I’ve never heard that last phrase, but I sure get the picture. Ouch. As a DC-outsider, I’d agree with Joe that this legislation should’ve taken “a couple of weeks, not years.” But thankfully, I’m a DC-outsider.
Not everyone is against Senator James Inhofe’s efforts.
“Senator Inhofe is the best friend of the GA pilots we have in Congress to date,” says CJ. “Carry on sir.”
While opinions do vary on Senator Inhofe — especially as they relate to his other non-aviation stances — it is nice to have a pilot pushing hard to make this happen.
Lest anyone forget, the Pilot’s Bill of Rights (PBR) came about because of Inhofe’s run-in with the FAA after landing on a closed runway. Admitting the original PBR was imperfect legislation, Inhofe came back with PBR2, with third class medical reform attached.
Commenter Chris Libby was fairly incensed by the update: “Unfortunately, Inhofe & (Aircraft Owners and Pilots Association President Mark) Baker have stabbed GA in the back. The only people PBR2 will now benefit are old farts like Baker & Inhofe themselves, who see their medicals on the line in the near future as they get older. Prospective pilots and/or those who have been out of the cockpit for years due to FAA medical bureaucracy will see NO benefit from this ‘reform,’ as it still forces you to go through the arduous third class debacle at least once, and all caveats therein. Everyone should be angered about this and make your voice heard.”

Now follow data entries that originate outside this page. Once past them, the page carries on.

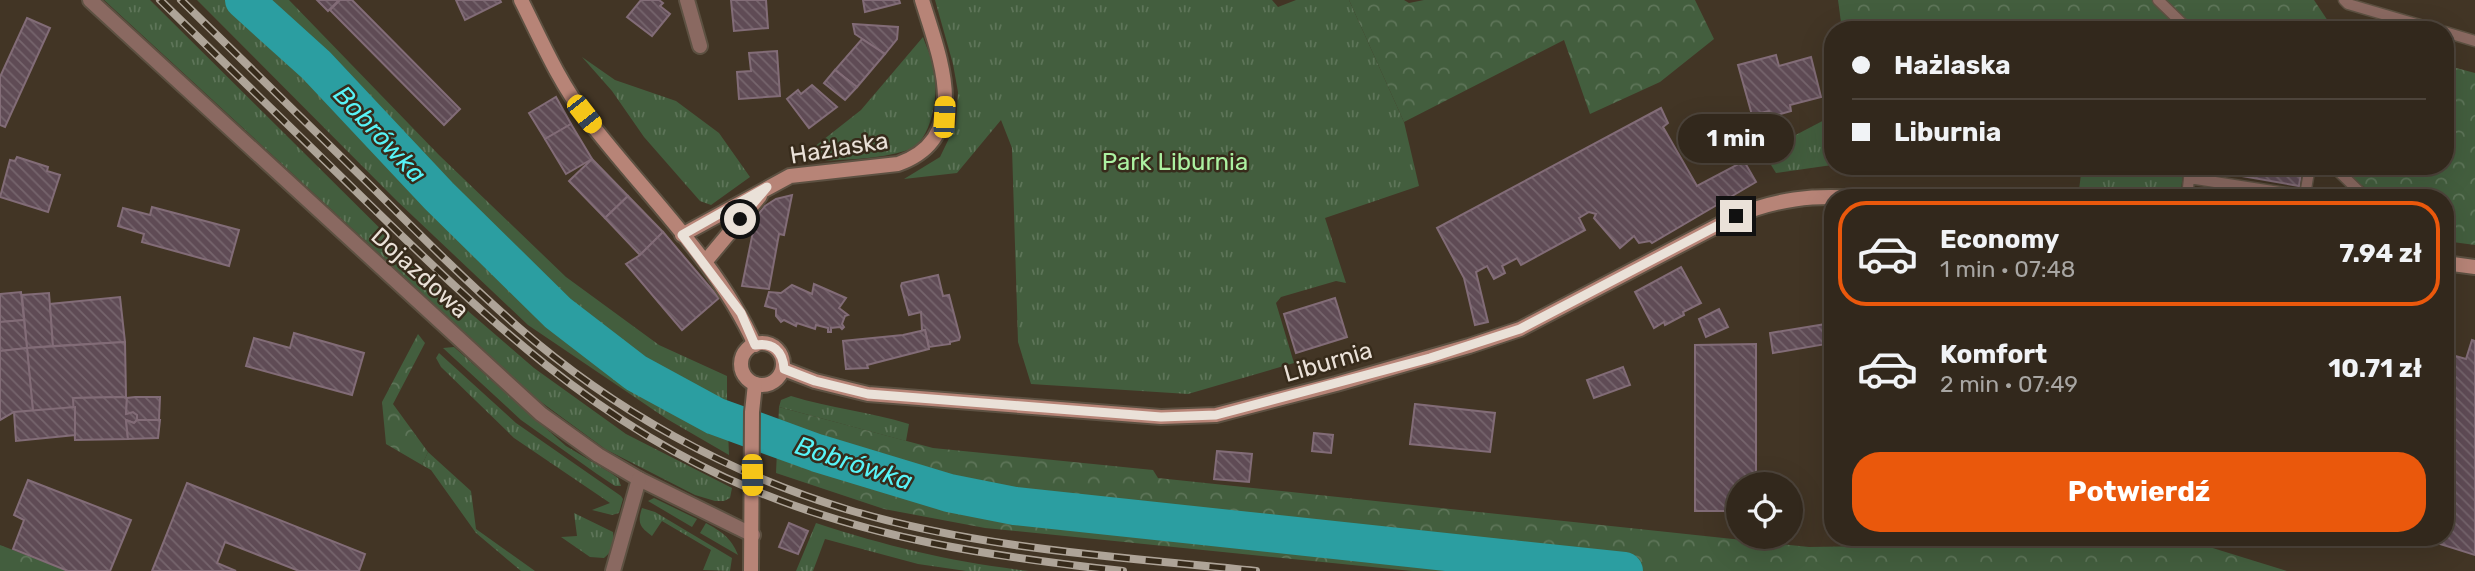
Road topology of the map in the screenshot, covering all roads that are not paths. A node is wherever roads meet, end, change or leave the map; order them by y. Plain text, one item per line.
1 (90, 0) edge
2 (521, 0) edge
3 (687, 0) edge
4 (922, 0) edge
5 (2158, 0) edge
6 (2344, 0) edge
7 (2180, 21) edge
8 (2406, 21) edge
9 (2454, 35) edge
10 (2475, 41) edge
11 (700, 46) dead end
12 (2189, 175) edge
13 (2342, 175) edge
14 (2189, 178) junction
15 (767, 187) junction
16 (2188, 189) edge
17 (2264, 189) edge
18 (2357, 189) edge
19 (1824, 197) edge
20 (682, 235) junction
21 (705, 262) junction
22 (2454, 264) edge
23 (2475, 267) edge
24 (755, 345) junction
25 (784, 369) junction
26 (755, 384) junction
27 (639, 479) junction
28 (752, 534) junction
29 (613, 571) edge
30 (751, 571) edge

1 - 27 street, Dojazdowa
2 - 20 street
3 - 11 street
4 - 15 street, Hażlaska
5 - 7 lane
6 - 8 lane
9 - 10 lane
12 - 14 lane
13 - 18 lane
14 - 16 lane
14 - 17 lane
15 - 20 street, Hażlaska
15 - 21 street, Hażlaska
19 - 25 street, Liburnia
20 - 21 street
21 - 24 street
22 - 23 street
24 - 25 street
24 - 26 street
25 - 26 street
26 - 28 street
27 - 28 street, Dojazdowa
27 - 29 street
28 - 30 street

Like Chris, I am disappointed at the twists this legislation has taken. But here’s the thing: It is still moving. Maybe not on a continuous path forward, but it is moving.

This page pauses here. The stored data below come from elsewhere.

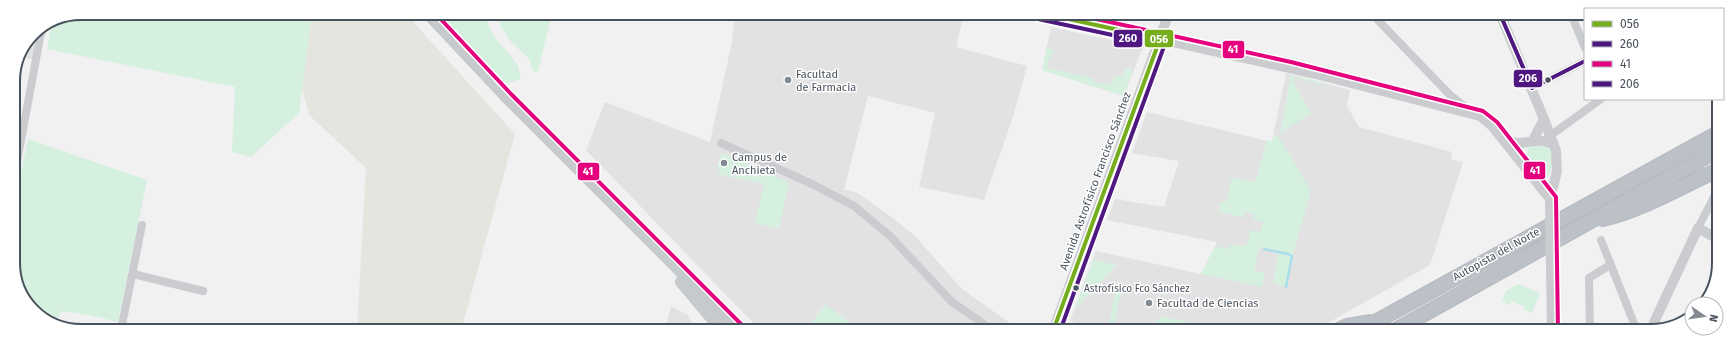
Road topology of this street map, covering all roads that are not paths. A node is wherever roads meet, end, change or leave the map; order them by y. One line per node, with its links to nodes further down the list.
1 (434, 20): 35 (main road)
2 (1087, 20): 8 (main road)
3 (1167, 20): 8 (street, Avenida Astrofísico Francisco Sánchez)
4 (1378, 20): 12 (street)
5 (1503, 20): 11 (street)
6 (1573, 20): 9 (street)
7 (40, 36): 22 (street)
8 (1160, 39): 14 (street); 45 (street, Avenida Astrofísico Francisco Sánchez)
9 (1584, 46)
10 (1584, 62): 11 (street)
11 (1532, 88): 16 (street)
12 (1450, 95): 14 (street); 15 (street)
13 (1600, 100): 19 (street)
14 (1441, 106): 15 (street)
15 (1473, 113): 17 (street)
16 (1544, 119): 19 (street); 20 (street)
17 (1499, 134): 20 (street); 24 (street)
18 (1712, 136): 39 (highway, Autopista del Norte)
19 (1549, 140): 20 (street); 26 (street)
20 (1530, 141): 24 (street)
21 (721, 143): 44 (street)
22 (20, 145)
23 (1712, 154): 30 (highway, Autopista del Norte)
24 (1524, 167): 27 (street)
25 (1712, 173): 30 (highway)
26 (1556, 178): 27 (street); 28 (street)
27 (1537, 182): 28 (street)
28 (1550, 200): 49 (street, bridge)
29 (1712, 201): 32 (street)
30 (1587, 222): 48 (highway, Autopista del Norte)
31 (142, 225): 37 (street)
32 (1698, 228): 33 (street); 40 (street)
33 (1712, 236)
34 (1601, 240): 36 (street)
35 (665, 256): 42 (main road); 43 (main road)
36 (1610, 265): 50 (street); 51 (street)
37 (133, 274): 38 (street); 41 (street)
38 (203, 292)
39 (1376, 321): 46 (highway); 47 (highway, Autopista del Norte)
40 (1656, 323)
41 (122, 324)
42 (716, 324)
43 (733, 324)
44 (984, 324)
45 (1056, 324)
46 (1359, 324)
47 (1371, 324)
48 (1406, 324)
49 (1552, 324)
50 (1590, 324)
51 (1634, 324)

Any third class medical reform legislation with an all-of-nothing stance will result in…nothing. Thus the changes.
Unlike Chris, I don’t believe “Baker & Inhofe have stabbed GA in the back.” Being up to their eyeballs in the legislative morass, I believe they see these changes as the best way to alleviate concern and non-support from fellow Congressman. But I’ve never pushed a bill through Congress before, so I could be wrong.
“Two steps forward and one back,” is the more even-keeled view of Wood Eppelsheimer, a retired airline pilot and 45-plus year active GA pilot. “While I understand the surface politics of the 10-year maximum since the last-held FAA medical, if I were a non-flying congressman it would sound like a contradiction of the facts and I would question the legitimacy of the whole concept. The fact is we self evaluate every time we fly, years of light sport and glider flying prove the concept. The 10-year lookback is meaningless. It will only serve to deny some older pilots the same rights the rest of us seek and, in my view, could damage the effort.”

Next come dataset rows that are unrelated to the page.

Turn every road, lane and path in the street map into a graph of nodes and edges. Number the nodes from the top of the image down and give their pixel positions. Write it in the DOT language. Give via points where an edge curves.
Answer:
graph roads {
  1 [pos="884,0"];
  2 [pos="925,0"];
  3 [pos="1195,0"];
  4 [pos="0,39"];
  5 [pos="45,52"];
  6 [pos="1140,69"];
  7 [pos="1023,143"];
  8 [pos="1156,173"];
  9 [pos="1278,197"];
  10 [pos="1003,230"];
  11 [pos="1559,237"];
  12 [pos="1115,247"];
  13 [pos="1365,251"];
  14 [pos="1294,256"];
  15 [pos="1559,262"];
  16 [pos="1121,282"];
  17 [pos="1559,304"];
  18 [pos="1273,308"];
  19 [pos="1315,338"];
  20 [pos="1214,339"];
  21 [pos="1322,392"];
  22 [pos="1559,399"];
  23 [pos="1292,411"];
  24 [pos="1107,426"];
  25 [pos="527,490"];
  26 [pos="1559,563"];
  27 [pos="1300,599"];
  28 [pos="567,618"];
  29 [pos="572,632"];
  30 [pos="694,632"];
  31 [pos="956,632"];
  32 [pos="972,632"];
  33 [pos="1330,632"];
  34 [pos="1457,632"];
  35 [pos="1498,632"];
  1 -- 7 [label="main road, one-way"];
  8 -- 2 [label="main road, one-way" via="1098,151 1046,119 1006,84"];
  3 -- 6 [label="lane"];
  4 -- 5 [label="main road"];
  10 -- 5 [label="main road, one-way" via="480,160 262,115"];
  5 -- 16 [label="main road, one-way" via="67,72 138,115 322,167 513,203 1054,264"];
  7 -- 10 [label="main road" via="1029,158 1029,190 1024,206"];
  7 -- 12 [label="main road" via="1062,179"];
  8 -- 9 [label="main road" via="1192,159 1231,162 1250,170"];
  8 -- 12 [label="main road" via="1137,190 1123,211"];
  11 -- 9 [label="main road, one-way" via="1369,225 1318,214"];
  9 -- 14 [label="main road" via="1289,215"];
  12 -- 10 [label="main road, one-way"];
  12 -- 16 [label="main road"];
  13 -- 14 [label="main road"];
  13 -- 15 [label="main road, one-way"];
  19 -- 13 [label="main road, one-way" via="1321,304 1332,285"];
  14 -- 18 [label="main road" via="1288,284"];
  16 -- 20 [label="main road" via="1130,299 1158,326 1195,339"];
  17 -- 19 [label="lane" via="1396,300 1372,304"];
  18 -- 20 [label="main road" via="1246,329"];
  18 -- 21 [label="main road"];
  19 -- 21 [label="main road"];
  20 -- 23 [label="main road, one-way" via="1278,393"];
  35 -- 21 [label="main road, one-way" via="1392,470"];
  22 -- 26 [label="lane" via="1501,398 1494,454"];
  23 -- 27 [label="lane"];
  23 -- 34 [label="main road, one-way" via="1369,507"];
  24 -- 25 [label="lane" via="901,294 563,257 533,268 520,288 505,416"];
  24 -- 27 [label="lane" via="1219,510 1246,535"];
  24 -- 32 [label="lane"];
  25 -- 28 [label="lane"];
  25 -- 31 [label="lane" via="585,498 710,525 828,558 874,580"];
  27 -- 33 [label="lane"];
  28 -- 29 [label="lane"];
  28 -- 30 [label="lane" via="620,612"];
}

I’d take Wood’s words and go a step further. All pilots — LSA, glider, full-scale GA, CFIs, airline pilots, etc. — have all “self-evaluated” forever. But the accidents that don’t happen — because the flight never took off — don’t show up in any non-accident database.
The range of opinions on this — and any other aviation-related topic — vary widely. Most important in all this is to get engaged, stay engaged and be ready to help when the time is right.